**ABOUT THIS TASK**. Return each entry below exactly. Skip the images.

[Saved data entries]
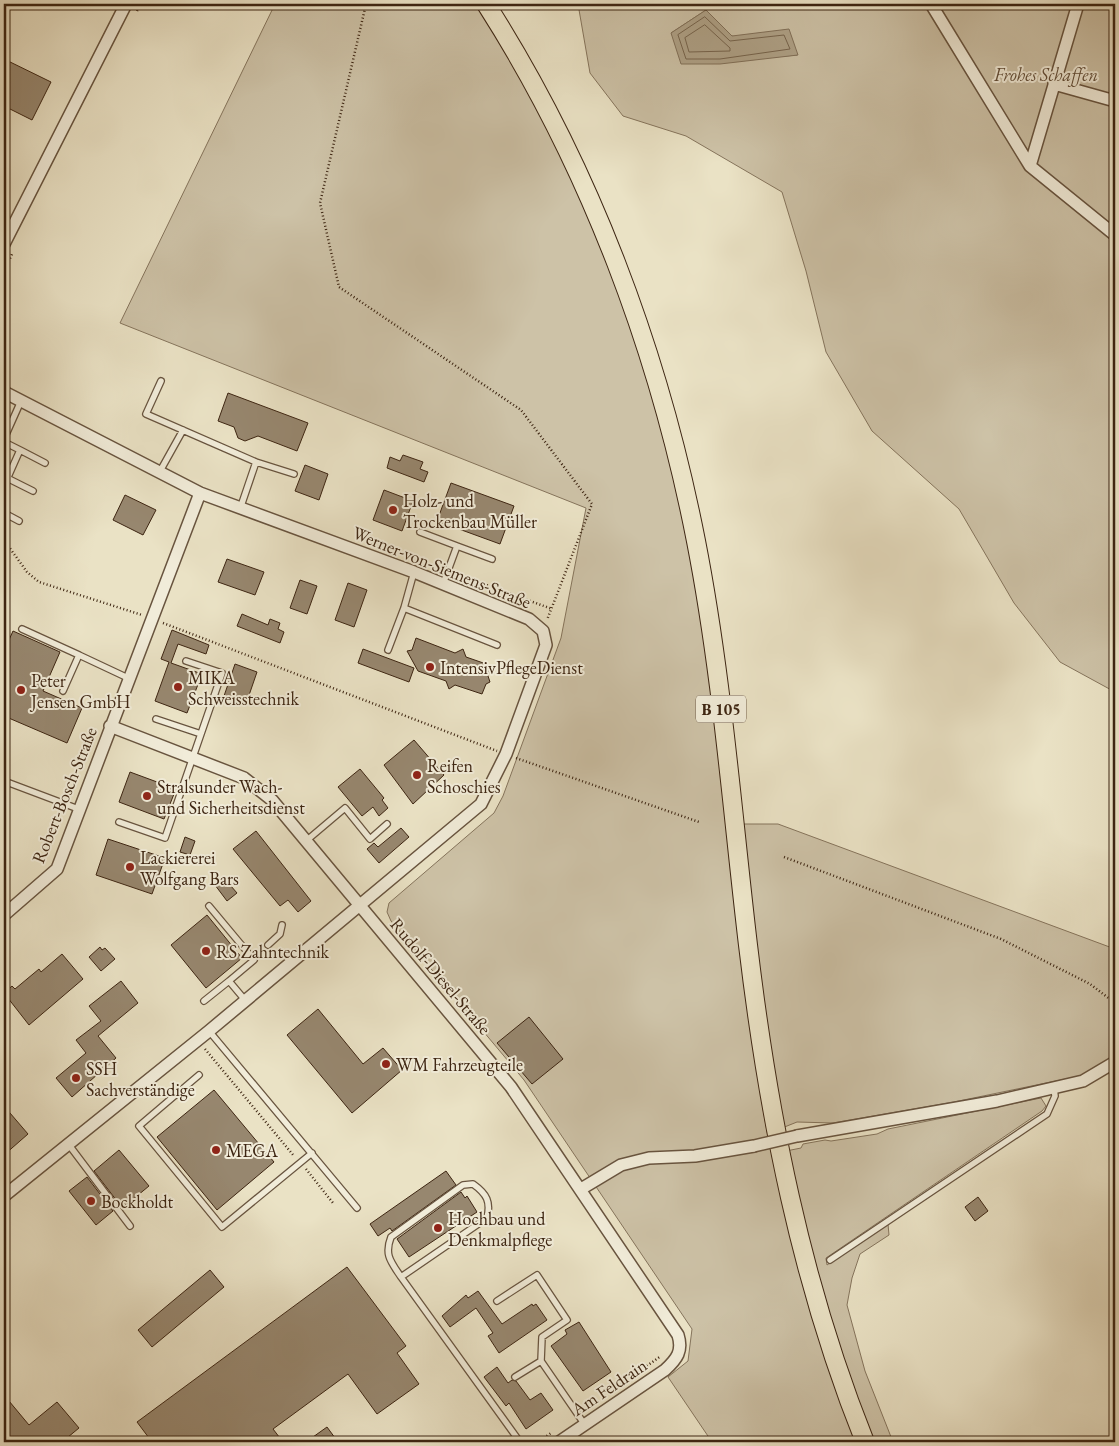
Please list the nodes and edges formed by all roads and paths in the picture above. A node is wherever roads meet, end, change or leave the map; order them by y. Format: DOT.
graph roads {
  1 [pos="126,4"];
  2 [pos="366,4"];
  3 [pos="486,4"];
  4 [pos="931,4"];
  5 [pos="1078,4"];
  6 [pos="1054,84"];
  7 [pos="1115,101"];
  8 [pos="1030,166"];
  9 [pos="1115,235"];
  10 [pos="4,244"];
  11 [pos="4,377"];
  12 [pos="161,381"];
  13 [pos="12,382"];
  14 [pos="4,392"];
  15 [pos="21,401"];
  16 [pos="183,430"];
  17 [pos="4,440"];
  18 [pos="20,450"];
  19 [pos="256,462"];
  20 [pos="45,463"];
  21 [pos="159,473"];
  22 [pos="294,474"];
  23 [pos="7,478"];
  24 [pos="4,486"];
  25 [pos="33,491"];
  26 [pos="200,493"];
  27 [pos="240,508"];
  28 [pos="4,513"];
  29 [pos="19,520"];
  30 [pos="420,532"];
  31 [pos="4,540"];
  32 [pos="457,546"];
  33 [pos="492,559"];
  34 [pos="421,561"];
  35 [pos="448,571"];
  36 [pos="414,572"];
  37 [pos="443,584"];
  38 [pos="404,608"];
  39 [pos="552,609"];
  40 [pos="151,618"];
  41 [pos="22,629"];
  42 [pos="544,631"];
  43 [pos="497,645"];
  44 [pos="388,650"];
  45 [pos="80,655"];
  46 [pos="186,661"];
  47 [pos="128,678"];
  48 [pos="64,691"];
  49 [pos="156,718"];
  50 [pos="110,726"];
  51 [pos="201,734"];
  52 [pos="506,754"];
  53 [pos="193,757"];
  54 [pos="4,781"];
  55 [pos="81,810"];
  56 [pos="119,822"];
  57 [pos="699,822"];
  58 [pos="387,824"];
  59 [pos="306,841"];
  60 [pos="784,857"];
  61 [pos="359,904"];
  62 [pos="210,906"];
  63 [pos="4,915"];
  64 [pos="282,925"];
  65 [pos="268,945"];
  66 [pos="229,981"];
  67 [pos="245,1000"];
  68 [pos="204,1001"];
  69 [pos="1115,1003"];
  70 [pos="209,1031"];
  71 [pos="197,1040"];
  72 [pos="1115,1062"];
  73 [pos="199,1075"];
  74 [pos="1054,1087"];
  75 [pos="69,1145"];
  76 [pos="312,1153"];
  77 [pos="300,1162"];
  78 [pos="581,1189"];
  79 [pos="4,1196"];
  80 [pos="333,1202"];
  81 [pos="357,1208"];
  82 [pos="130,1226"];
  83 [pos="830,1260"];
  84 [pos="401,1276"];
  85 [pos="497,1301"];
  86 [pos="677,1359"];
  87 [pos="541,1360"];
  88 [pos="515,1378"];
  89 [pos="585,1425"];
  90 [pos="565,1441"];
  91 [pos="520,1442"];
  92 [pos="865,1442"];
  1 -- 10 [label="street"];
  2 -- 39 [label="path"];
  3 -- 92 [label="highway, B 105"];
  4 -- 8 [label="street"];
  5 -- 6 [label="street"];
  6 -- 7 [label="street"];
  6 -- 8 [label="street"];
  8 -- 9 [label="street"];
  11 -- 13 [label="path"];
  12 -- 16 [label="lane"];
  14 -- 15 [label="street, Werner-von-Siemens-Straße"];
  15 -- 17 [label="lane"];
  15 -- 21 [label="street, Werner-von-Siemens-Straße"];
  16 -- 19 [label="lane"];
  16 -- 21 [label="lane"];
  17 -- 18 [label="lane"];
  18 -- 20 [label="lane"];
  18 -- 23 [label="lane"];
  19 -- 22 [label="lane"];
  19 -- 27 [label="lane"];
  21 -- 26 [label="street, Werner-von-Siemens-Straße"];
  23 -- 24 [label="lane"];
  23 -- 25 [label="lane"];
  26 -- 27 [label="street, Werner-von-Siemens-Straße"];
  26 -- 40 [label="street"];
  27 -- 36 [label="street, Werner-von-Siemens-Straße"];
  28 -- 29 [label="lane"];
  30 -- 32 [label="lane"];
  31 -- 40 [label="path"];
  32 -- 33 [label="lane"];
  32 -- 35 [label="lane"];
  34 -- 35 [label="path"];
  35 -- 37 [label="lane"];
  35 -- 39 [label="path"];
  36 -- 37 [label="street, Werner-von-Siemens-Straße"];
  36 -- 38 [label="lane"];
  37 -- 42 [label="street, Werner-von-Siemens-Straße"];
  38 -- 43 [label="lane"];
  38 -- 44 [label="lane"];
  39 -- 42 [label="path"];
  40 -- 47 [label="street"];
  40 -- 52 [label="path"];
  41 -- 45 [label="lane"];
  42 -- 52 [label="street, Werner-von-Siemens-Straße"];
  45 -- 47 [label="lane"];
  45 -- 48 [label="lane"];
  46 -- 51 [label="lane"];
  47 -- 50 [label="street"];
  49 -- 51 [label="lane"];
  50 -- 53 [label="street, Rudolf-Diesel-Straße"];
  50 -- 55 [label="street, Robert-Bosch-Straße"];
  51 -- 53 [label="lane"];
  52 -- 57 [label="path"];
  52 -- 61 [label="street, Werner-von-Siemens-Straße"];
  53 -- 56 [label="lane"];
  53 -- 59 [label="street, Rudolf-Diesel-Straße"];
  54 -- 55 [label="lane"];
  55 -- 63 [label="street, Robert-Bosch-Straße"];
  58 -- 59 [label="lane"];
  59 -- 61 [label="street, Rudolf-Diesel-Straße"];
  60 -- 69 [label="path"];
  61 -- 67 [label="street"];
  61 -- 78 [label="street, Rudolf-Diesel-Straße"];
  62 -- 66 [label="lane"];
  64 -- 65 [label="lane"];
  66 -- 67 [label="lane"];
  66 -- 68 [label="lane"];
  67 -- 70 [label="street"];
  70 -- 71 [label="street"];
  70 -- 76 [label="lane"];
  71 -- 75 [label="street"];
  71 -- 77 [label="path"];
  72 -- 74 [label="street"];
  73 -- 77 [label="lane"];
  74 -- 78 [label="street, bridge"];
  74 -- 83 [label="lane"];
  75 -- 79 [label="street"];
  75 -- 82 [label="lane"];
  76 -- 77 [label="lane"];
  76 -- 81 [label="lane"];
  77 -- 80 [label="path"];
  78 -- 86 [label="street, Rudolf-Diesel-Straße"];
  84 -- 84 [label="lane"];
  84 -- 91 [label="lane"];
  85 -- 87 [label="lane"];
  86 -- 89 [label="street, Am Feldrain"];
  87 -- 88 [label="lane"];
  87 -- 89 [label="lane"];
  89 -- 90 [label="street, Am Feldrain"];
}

**SOLUTION TO THIS PROBLEM**.
Please list the nodes and edges formed by all roads and paths in the picture above. A node is wherever roads meet, end, change or leave the map; order them by y. Format: DOT.
graph roads {
  1 [pos="126,4"];
  2 [pos="366,4"];
  3 [pos="486,4"];
  4 [pos="931,4"];
  5 [pos="1078,4"];
  6 [pos="1054,84"];
  7 [pos="1115,101"];
  8 [pos="1030,166"];
  9 [pos="1115,235"];
  10 [pos="4,244"];
  11 [pos="4,377"];
  12 [pos="161,381"];
  13 [pos="12,382"];
  14 [pos="4,392"];
  15 [pos="21,401"];
  16 [pos="183,430"];
  17 [pos="4,440"];
  18 [pos="20,450"];
  19 [pos="256,462"];
  20 [pos="45,463"];
  21 [pos="159,473"];
  22 [pos="294,474"];
  23 [pos="7,478"];
  24 [pos="4,486"];
  25 [pos="33,491"];
  26 [pos="200,493"];
  27 [pos="240,508"];
  28 [pos="4,513"];
  29 [pos="19,520"];
  30 [pos="420,532"];
  31 [pos="4,540"];
  32 [pos="457,546"];
  33 [pos="492,559"];
  34 [pos="421,561"];
  35 [pos="448,571"];
  36 [pos="414,572"];
  37 [pos="443,584"];
  38 [pos="404,608"];
  39 [pos="552,609"];
  40 [pos="151,618"];
  41 [pos="22,629"];
  42 [pos="544,631"];
  43 [pos="497,645"];
  44 [pos="388,650"];
  45 [pos="80,655"];
  46 [pos="186,661"];
  47 [pos="128,678"];
  48 [pos="64,691"];
  49 [pos="156,718"];
  50 [pos="110,726"];
  51 [pos="201,734"];
  52 [pos="506,754"];
  53 [pos="193,757"];
  54 [pos="4,781"];
  55 [pos="81,810"];
  56 [pos="119,822"];
  57 [pos="699,822"];
  58 [pos="387,824"];
  59 [pos="306,841"];
  60 [pos="784,857"];
  61 [pos="359,904"];
  62 [pos="210,906"];
  63 [pos="4,915"];
  64 [pos="282,925"];
  65 [pos="268,945"];
  66 [pos="229,981"];
  67 [pos="245,1000"];
  68 [pos="204,1001"];
  69 [pos="1115,1003"];
  70 [pos="209,1031"];
  71 [pos="197,1040"];
  72 [pos="1115,1062"];
  73 [pos="199,1075"];
  74 [pos="1054,1087"];
  75 [pos="69,1145"];
  76 [pos="312,1153"];
  77 [pos="300,1162"];
  78 [pos="581,1189"];
  79 [pos="4,1196"];
  80 [pos="333,1202"];
  81 [pos="357,1208"];
  82 [pos="130,1226"];
  83 [pos="830,1260"];
  84 [pos="401,1276"];
  85 [pos="497,1301"];
  86 [pos="677,1359"];
  87 [pos="541,1360"];
  88 [pos="515,1378"];
  89 [pos="585,1425"];
  90 [pos="565,1441"];
  91 [pos="520,1442"];
  92 [pos="865,1442"];
  1 -- 10 [label="street"];
  2 -- 39 [label="path"];
  3 -- 92 [label="highway, B 105"];
  4 -- 8 [label="street"];
  5 -- 6 [label="street"];
  6 -- 7 [label="street"];
  6 -- 8 [label="street"];
  8 -- 9 [label="street"];
  11 -- 13 [label="path"];
  12 -- 16 [label="lane"];
  14 -- 15 [label="street, Werner-von-Siemens-Straße"];
  15 -- 17 [label="lane"];
  15 -- 21 [label="street, Werner-von-Siemens-Straße"];
  16 -- 19 [label="lane"];
  16 -- 21 [label="lane"];
  17 -- 18 [label="lane"];
  18 -- 20 [label="lane"];
  18 -- 23 [label="lane"];
  19 -- 22 [label="lane"];
  19 -- 27 [label="lane"];
  21 -- 26 [label="street, Werner-von-Siemens-Straße"];
  23 -- 24 [label="lane"];
  23 -- 25 [label="lane"];
  26 -- 27 [label="street, Werner-von-Siemens-Straße"];
  26 -- 40 [label="street"];
  27 -- 36 [label="street, Werner-von-Siemens-Straße"];
  28 -- 29 [label="lane"];
  30 -- 32 [label="lane"];
  31 -- 40 [label="path"];
  32 -- 33 [label="lane"];
  32 -- 35 [label="lane"];
  34 -- 35 [label="path"];
  35 -- 37 [label="lane"];
  35 -- 39 [label="path"];
  36 -- 37 [label="street, Werner-von-Siemens-Straße"];
  36 -- 38 [label="lane"];
  37 -- 42 [label="street, Werner-von-Siemens-Straße"];
  38 -- 43 [label="lane"];
  38 -- 44 [label="lane"];
  39 -- 42 [label="path"];
  40 -- 47 [label="street"];
  40 -- 52 [label="path"];
  41 -- 45 [label="lane"];
  42 -- 52 [label="street, Werner-von-Siemens-Straße"];
  45 -- 47 [label="lane"];
  45 -- 48 [label="lane"];
  46 -- 51 [label="lane"];
  47 -- 50 [label="street"];
  49 -- 51 [label="lane"];
  50 -- 53 [label="street, Rudolf-Diesel-Straße"];
  50 -- 55 [label="street, Robert-Bosch-Straße"];
  51 -- 53 [label="lane"];
  52 -- 57 [label="path"];
  52 -- 61 [label="street, Werner-von-Siemens-Straße"];
  53 -- 56 [label="lane"];
  53 -- 59 [label="street, Rudolf-Diesel-Straße"];
  54 -- 55 [label="lane"];
  55 -- 63 [label="street, Robert-Bosch-Straße"];
  58 -- 59 [label="lane"];
  59 -- 61 [label="street, Rudolf-Diesel-Straße"];
  60 -- 69 [label="path"];
  61 -- 67 [label="street"];
  61 -- 78 [label="street, Rudolf-Diesel-Straße"];
  62 -- 66 [label="lane"];
  64 -- 65 [label="lane"];
  66 -- 67 [label="lane"];
  66 -- 68 [label="lane"];
  67 -- 70 [label="street"];
  70 -- 71 [label="street"];
  70 -- 76 [label="lane"];
  71 -- 75 [label="street"];
  71 -- 77 [label="path"];
  72 -- 74 [label="street"];
  73 -- 77 [label="lane"];
  74 -- 78 [label="street, bridge"];
  74 -- 83 [label="lane"];
  75 -- 79 [label="street"];
  75 -- 82 [label="lane"];
  76 -- 77 [label="lane"];
  76 -- 81 [label="lane"];
  77 -- 80 [label="path"];
  78 -- 86 [label="street, Rudolf-Diesel-Straße"];
  84 -- 84 [label="lane"];
  84 -- 91 [label="lane"];
  85 -- 87 [label="lane"];
  86 -- 89 [label="street, Am Feldrain"];
  87 -- 88 [label="lane"];
  87 -- 89 [label="lane"];
  89 -- 90 [label="street, Am Feldrain"];
}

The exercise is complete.